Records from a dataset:
● ● ●
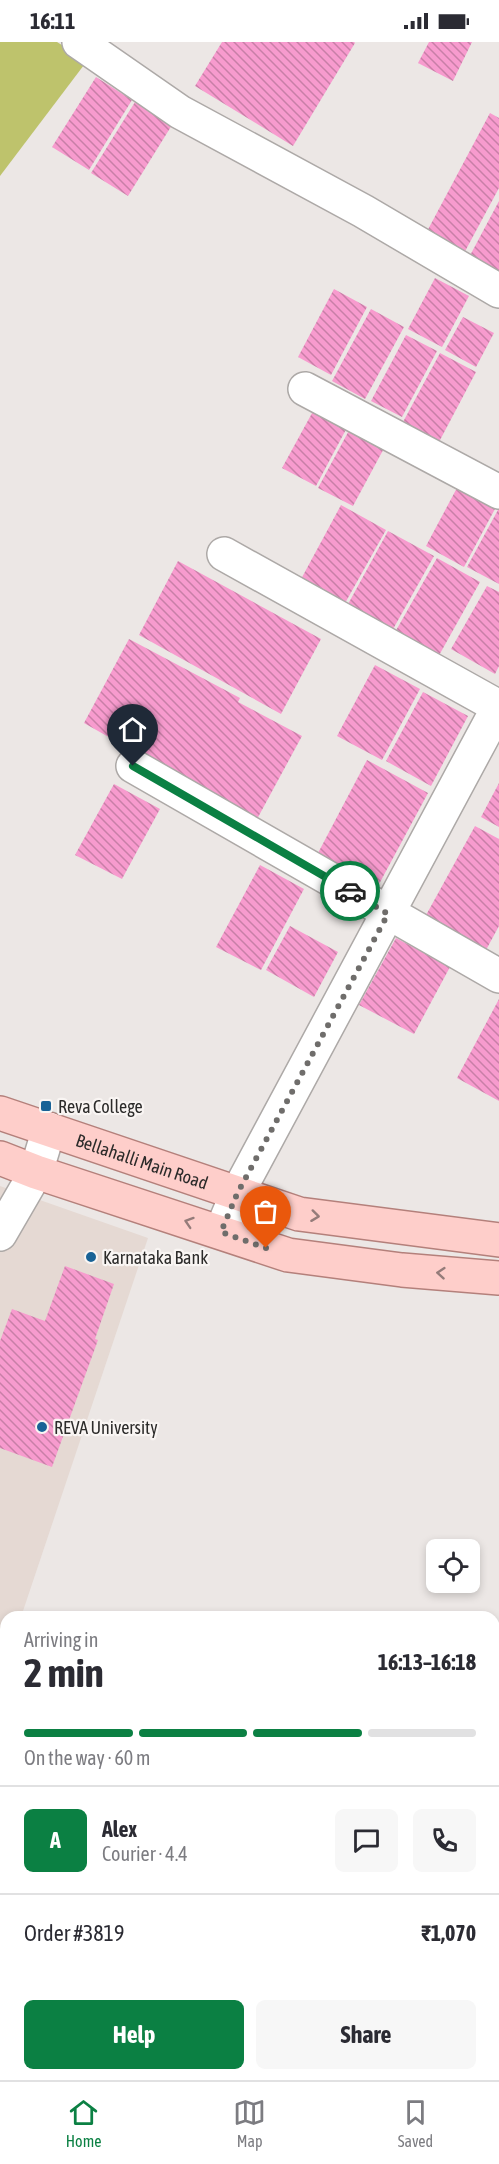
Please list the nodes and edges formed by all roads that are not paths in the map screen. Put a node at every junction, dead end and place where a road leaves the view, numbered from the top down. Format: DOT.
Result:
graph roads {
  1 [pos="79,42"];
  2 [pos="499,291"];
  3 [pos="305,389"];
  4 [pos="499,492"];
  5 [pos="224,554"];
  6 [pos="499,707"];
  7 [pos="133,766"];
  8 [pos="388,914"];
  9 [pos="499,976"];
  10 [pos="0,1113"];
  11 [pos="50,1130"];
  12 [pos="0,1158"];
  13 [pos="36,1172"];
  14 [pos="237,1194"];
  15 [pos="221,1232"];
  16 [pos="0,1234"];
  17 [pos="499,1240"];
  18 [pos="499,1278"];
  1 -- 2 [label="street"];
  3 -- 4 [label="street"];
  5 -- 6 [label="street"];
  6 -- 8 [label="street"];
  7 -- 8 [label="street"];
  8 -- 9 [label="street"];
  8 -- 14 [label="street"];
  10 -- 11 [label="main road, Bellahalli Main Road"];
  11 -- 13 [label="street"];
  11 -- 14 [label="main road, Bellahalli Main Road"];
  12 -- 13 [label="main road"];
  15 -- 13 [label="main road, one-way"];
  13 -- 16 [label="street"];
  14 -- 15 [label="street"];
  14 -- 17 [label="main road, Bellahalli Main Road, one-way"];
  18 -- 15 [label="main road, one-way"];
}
● ● ●
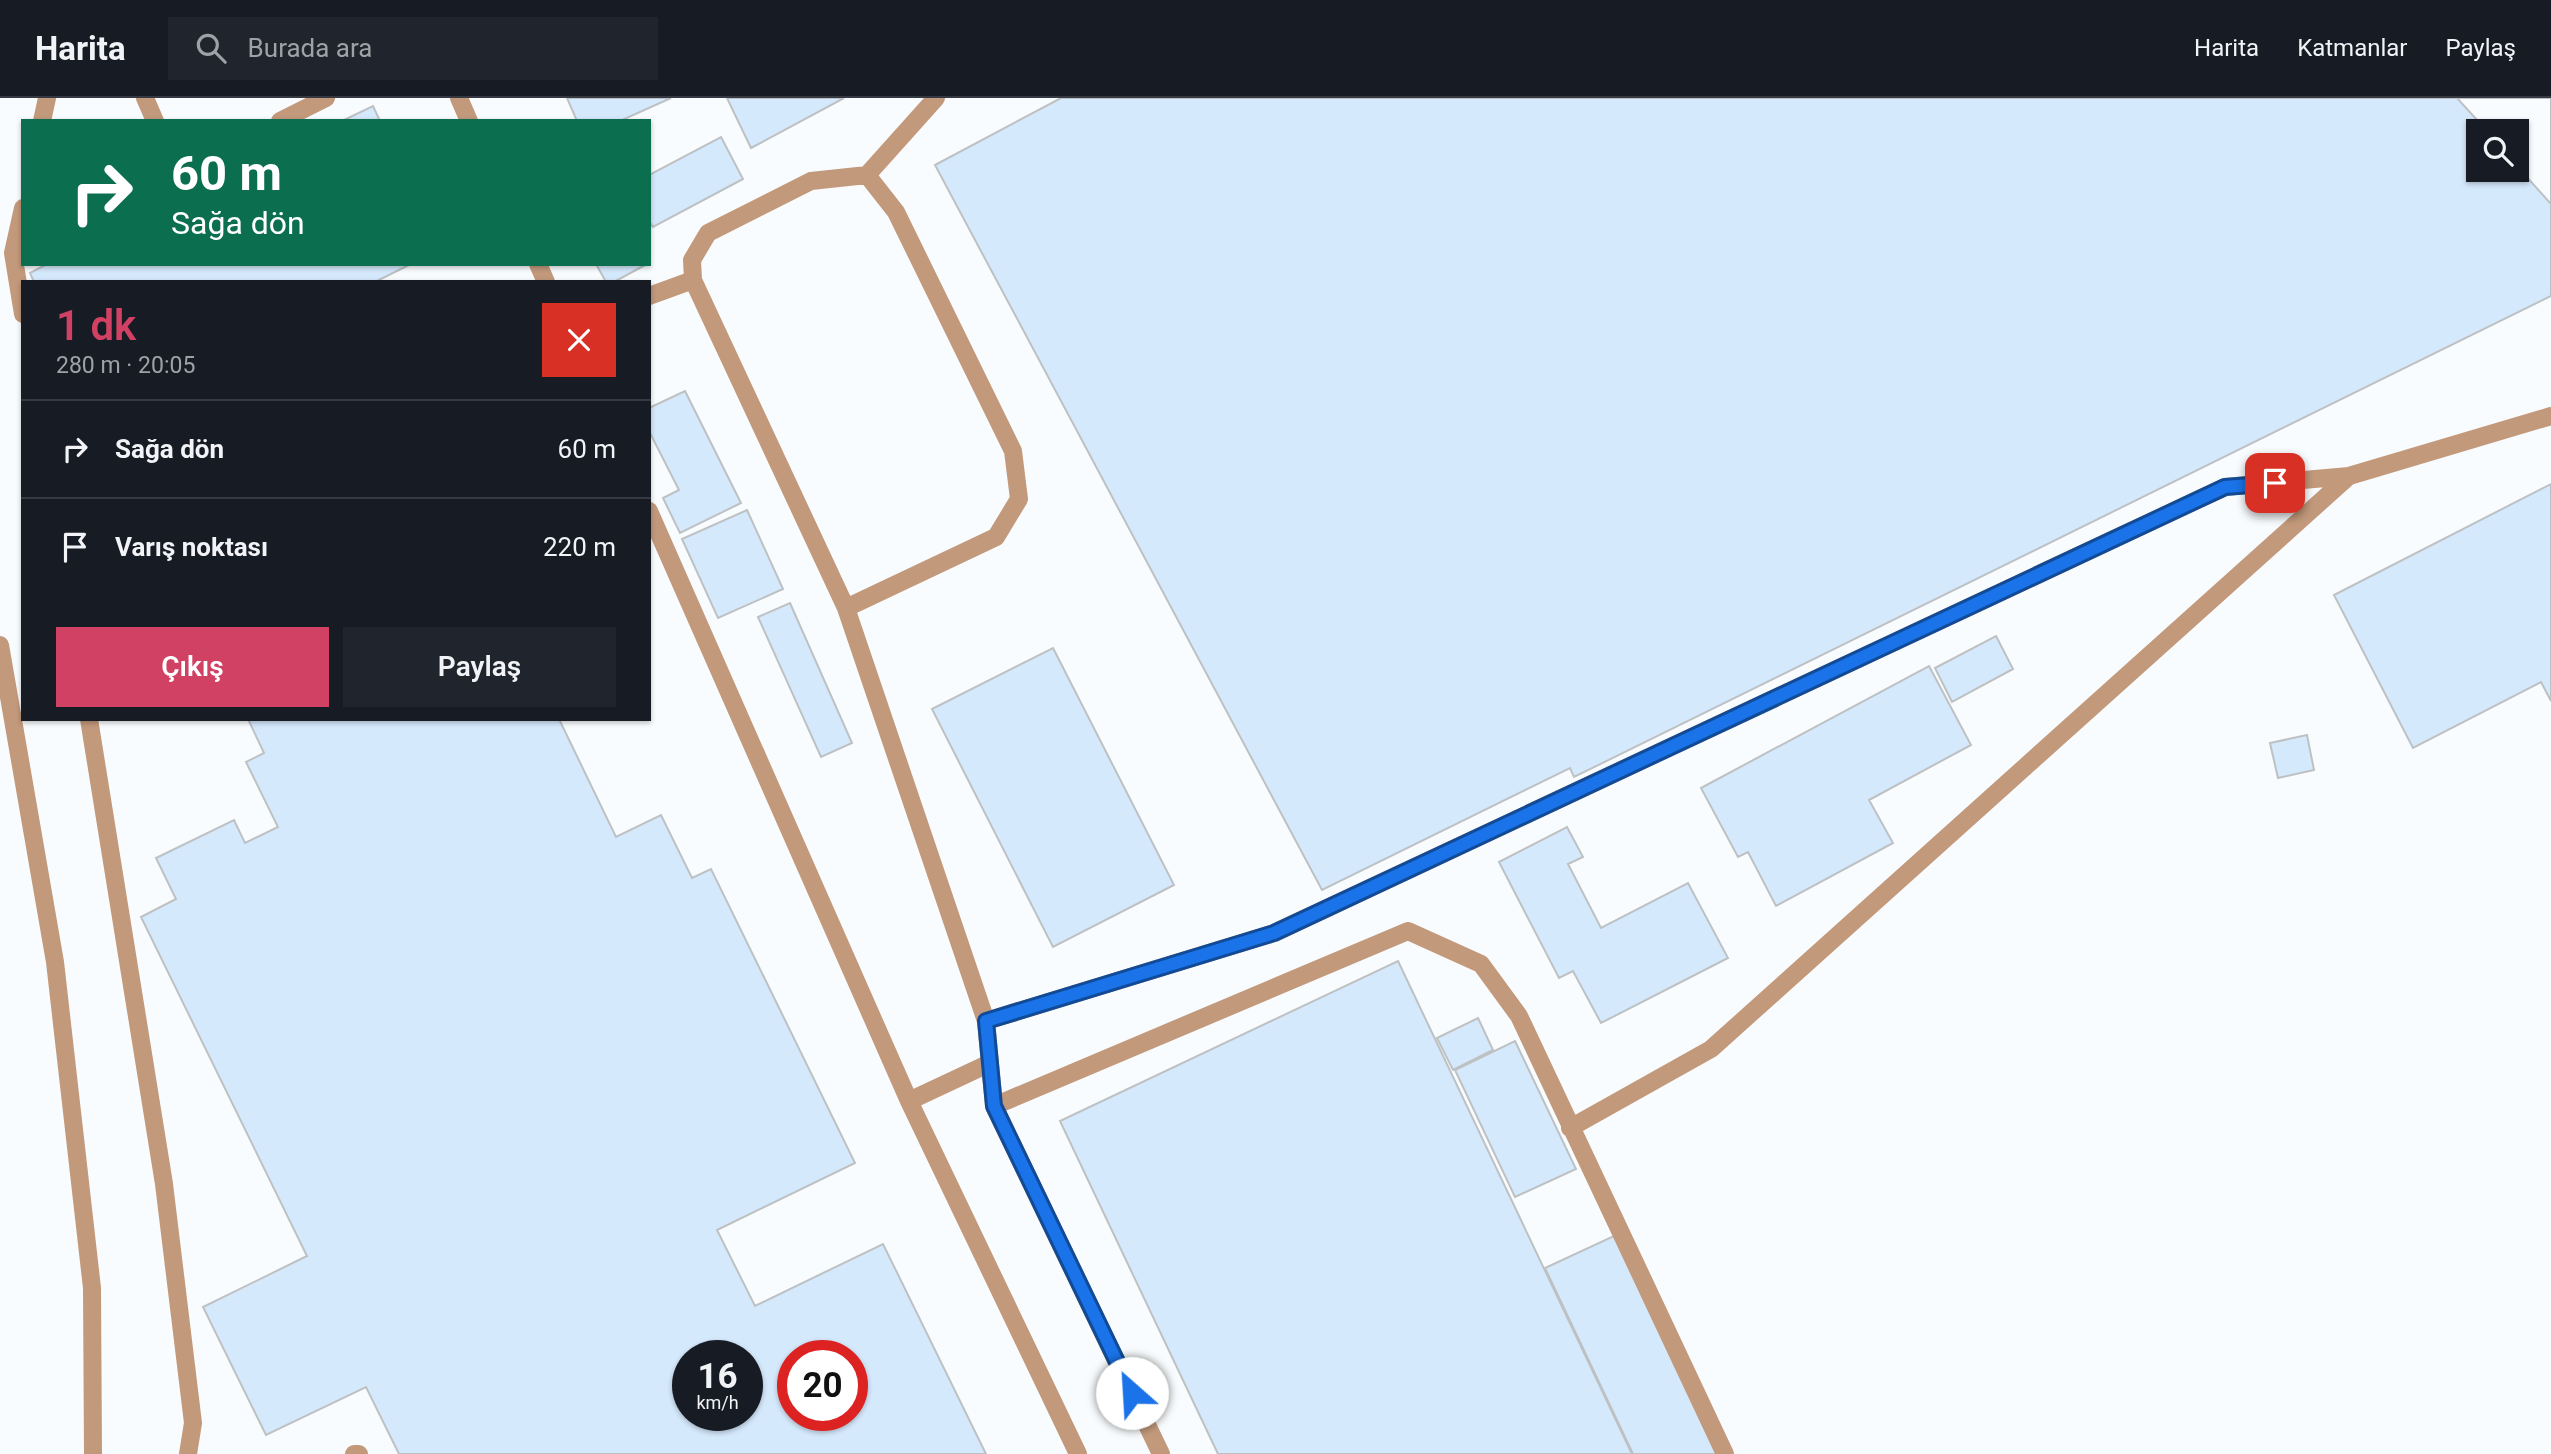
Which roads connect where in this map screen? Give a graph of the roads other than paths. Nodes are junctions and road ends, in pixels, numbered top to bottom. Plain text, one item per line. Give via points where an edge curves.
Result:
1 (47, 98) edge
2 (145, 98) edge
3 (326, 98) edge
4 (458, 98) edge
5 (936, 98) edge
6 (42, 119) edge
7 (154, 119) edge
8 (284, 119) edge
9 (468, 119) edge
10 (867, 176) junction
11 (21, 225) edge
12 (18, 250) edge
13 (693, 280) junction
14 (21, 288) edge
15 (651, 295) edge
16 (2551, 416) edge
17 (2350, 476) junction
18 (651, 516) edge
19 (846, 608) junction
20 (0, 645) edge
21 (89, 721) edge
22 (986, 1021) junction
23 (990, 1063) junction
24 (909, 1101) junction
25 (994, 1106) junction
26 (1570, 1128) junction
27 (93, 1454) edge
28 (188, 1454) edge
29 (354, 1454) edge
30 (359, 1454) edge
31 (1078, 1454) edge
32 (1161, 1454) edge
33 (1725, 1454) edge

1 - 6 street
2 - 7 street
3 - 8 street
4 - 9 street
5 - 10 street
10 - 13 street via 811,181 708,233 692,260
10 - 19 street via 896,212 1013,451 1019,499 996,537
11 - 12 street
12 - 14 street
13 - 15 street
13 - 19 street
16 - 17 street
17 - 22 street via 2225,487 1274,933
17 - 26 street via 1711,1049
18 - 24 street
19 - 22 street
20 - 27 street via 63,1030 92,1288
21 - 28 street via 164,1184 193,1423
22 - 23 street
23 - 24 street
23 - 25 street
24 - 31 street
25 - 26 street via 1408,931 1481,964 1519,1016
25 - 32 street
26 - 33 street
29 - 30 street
● ● ●
### [WHAT IS BEING ASKED]
Where a line above includes "paths", copy that line.

### [ANSWER BOX]
Please list the nodes and edges formed by all roads that are not paths in the map screen. Put a node at every junction, dead end and place where a road leaves the view, numbered from the top down. Format: DOT.
Which roads connect where in this map screen? Give a graph of the roads other than paths. Nodes are junctions and road ends, in pixels, numbered top to bottom. Plain text, one item per line. Give via points where an edge curves.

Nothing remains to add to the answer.